Nigerian political activist (born 1967)

Nnamdi Okwu Kanu ( born 25 September 1967) is a British political activist. He is known for advocating for the independence of Biafra from Nigeria. He is the leader and founder of the Indigenous People of Biafra (IPOB), which he founded in 2012, to restore the defunct State of Biafra which existed in Nigeria's Eastern Region during the Nigerian Civil War. He was convicted on terrorism charges.

Kanu was the director of Radio Biafra when he began propagating Biafran separatism. He was arrested on treason charges in Lagos on 14 October 2015 but remained detained even after court orders while wearing a Jewish prayer shawl and head covering. He is an Igbo Jew, and he has led his Biafran people to various Jewish prayers and religious observations on different occasions. On 28 April 2017, Kanu was released from prison on bail. Nigerian security forces attempted to quash IPOB's armed wing, the Eastern Security Network, which culminated in a low-level conflict in early 2021. Despite the fighting, Kanu maintained that IPOB was interested in a peaceful solution and achieving Biafran independence without violence or harm. In June 2021, he was widely reported to have been allegedly re-arrested by Interpol in Kenya and handed over to Nigeria but in April 2024, Interpol denied any involvement in the arrest and consequent rendition to Nigeria.

In 2025, he was sentenced to life imprisonment on terrorism charges.

== Early life ==
Kanu was born 25 September 1967 in Isiama Afara Ukwu, Umuahia — within the claimed territory of the Republic of Biafra — a few months after it had declared independence from Nigeria. His father, Eze Israel Okwu Kanu (JP), and his mother, Ugoeze Nnenne Kanu, were Nigerian traditional monarchs of the Igbo ethnic group. He attended Library Avenue Primary School and went to Government College Umuahia for his secondary education. He studied at University of Nigeria, Nsukka and moved to the UK before graduating, settling in London.

== Early activism ==
Kanu began his activism for the freedom of Biafra as a Radio Biafra director and anchor of Biafra awareness under Ralph Uwazuruike, leader of the Movement for the Actualisation of Sovereign State of Biafra (MASSOB), who said while in a meeting in Kaduna, Nigeria on 12 June 2014, that he handed over Radio Biafra to Nnamdi Kanu, leader of IPOB but Kanu disappointed him. Radio Biafra however, was established by the defunct Biafran government in 1967 with the aim of championing the Biafran cause. Kanu was a relatively obscure figure until 2009 when he started Radio Biafra, a station that called for an independent state for the Igbo people and broadcast to Nigeria from London. In 2014, he founded IPOB. On 5 September 2015, Nnamdi Kanu was a guest speaker at the World Igbo Congress which was held in Los Angeles, where he told his audience "we need guns and we need bullets".

== Imprisonment ==

=== Arrest ===
On 18 October 2015, it was reported that Kanu had been arrested in Lagos State by Nigeria's secret police, the Department of State Services (DSS).
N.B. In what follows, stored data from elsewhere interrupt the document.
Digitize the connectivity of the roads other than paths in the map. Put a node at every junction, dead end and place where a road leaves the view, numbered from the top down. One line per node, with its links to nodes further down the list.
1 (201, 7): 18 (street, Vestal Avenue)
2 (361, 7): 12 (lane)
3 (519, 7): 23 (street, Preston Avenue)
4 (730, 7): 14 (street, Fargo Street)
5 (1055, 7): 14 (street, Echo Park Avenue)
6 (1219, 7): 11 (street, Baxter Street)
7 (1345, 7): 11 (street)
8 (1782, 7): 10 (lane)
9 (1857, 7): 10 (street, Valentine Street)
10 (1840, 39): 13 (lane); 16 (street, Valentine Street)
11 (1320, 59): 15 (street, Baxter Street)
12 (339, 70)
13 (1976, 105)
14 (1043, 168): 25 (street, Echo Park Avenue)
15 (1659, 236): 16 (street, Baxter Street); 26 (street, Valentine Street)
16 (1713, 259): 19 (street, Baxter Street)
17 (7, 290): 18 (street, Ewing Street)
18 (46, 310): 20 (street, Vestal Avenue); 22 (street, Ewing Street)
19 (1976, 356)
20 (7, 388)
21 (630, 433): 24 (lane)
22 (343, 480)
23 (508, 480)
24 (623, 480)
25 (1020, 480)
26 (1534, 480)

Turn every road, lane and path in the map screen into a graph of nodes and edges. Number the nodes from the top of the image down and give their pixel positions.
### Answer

Kanu had told his solicitors that on 14 October 2015, he was arrested by the agents of the Federal Government of Nigeria, the State Security Service (SSS), in his hotel room at the Golden Tulip Essential Hotel Ikeja, Lagos State. The solicitors in a press briefing said, between 14 and 17 October 2015 their client's whereabouts were unknown until 18 October 2015, when the press media broke the news of his arrest and detention by the SSS in Abuja. The news of the arrest of Kanu generated protests across Delta State, Enugu State, Rivers State, Cross River State, Abia State, Imo State, Akwa Ibom State, Bayelsa State and Anambra State.

=== Detention ===
On 19 October 2015, it was reported that Nnamdi Kanu had been granted bail after a secret arraignment at Magistrate Court, Wuse 11. However, the bail seemed "controversial" and there were claims the DSS announced the bail only "to calm the angry people of Biafra".
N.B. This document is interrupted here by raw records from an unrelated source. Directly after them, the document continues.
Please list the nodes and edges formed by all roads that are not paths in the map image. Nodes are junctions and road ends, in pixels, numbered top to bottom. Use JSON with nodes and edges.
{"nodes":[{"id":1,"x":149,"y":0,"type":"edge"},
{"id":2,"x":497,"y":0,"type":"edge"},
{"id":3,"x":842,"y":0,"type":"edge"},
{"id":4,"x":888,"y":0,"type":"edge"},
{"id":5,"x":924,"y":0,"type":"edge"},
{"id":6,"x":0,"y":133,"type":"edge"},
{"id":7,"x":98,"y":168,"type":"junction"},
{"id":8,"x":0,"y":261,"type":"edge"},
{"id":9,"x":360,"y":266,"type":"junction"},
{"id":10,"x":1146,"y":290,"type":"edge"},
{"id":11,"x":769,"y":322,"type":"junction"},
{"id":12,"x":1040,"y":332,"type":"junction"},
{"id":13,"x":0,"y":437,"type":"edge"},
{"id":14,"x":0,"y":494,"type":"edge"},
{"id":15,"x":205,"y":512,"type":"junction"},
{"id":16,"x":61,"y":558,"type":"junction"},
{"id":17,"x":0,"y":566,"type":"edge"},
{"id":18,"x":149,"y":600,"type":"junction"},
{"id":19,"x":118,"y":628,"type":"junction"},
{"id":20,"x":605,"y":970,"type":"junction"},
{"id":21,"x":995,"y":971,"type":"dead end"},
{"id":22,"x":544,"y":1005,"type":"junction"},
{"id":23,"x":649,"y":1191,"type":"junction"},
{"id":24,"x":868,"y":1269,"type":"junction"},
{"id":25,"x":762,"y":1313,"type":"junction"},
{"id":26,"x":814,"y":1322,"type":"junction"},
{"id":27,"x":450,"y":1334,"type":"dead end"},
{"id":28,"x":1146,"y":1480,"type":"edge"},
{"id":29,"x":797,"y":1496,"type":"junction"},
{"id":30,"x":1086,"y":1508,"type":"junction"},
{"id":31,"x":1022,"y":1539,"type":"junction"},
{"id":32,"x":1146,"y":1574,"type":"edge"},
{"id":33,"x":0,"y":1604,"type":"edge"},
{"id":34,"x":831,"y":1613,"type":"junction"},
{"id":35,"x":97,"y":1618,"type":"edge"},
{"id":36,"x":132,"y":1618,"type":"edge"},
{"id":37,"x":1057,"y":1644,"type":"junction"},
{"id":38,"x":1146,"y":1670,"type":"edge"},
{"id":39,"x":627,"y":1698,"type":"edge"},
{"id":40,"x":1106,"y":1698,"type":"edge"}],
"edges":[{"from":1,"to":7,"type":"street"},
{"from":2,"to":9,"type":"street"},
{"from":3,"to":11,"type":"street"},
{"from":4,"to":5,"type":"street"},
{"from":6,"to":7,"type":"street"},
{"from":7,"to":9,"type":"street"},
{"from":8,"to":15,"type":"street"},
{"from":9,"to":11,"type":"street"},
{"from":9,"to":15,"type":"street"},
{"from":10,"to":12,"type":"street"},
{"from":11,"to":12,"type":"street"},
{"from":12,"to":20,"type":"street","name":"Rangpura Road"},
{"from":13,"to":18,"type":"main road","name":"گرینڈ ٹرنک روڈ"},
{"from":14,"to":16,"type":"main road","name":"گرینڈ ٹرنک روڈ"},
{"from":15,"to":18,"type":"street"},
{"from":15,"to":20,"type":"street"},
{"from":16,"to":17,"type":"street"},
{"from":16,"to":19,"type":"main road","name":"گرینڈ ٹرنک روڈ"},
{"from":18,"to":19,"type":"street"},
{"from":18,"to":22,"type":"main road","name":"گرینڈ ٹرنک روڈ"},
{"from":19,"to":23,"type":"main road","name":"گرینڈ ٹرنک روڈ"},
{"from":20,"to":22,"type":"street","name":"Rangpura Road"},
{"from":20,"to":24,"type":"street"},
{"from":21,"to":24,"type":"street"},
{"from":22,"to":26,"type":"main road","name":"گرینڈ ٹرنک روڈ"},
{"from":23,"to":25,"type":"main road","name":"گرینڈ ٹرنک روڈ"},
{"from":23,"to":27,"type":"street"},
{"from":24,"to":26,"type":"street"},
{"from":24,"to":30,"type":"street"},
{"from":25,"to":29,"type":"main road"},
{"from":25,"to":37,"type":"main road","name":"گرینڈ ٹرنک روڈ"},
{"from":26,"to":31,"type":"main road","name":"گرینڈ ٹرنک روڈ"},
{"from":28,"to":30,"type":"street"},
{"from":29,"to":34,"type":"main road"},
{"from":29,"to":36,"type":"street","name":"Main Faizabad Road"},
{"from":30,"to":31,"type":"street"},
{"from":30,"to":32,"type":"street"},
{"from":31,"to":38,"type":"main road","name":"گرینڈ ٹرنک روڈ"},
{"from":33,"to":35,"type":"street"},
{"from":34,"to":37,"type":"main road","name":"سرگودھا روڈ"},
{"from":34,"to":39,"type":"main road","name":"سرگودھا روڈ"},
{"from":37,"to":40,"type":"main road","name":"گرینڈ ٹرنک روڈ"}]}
=== Court jurisdiction ===
The Magistrate Court 1 sitting in Abuja on 18 November 2015 ordered the Department of State Services (DSS) to produce Kanu at the court on 23 November 2015. However, it was reported the Department of State Services (DSS) obtained a "secret court order to detain Nnamdi Kanu". Kanu's lawyer, Vincent Obetta, in an interview said whilst in court, the prosecutor gave him a document containing a court order permitting the Department of State Services (DSS) to detain Kanu for the next three months to "conclude what they said was an investigation of terrorism and terrorism financing".

=== Court trial ===
Kanu was finally arraigned on 23 November 2015 in an Abuja Magistrate Court for the first time for charges of "criminal conspiracy, intimidation and membership of an illegal organisation" by Nigeria's Department of State Services (DSS). The charges violate "Section 97, 97B and 397" of Nigeria's penal code. Chief Magistrate S. Usman had, at the last adjourned date, berated the Department of State Services (DSS) over its failure to produce Kanu in court on the two consecutive times the matter came up before the court. Meanwhile, Kanu's supporters stormed Nigeria's capital city of Abuja in luxury buses on a peaceful protest for their leader who was arraigned by the Federal Government before the Wuse Zone 2 Magistrate Court, Abuja on 23 November 2015. Pro-Biafra protesters with placards sang and danced outside the court premises whilst the hearing proceeded. Protesters wore T-shirts and caps with inscriptions like "Biafra Now or Never", "Buhari Release Kanu For Us", "On Biafra We Stand". More protests by IPOB members numbering over 15,000 grounded vehicular movements in the southeastern key economic city of Onitsha concurrently. It was the same with over 20,000 protesters in Aba, Abia State on the same day.

Kanu, through his counsel, filed an application asking the federal authorities to transfer him from the custody of the Department of State Services (DSS) to prison. His lawyer, Obetta, insisted that transferring his client to prison would enable him to have easy access to his legal team.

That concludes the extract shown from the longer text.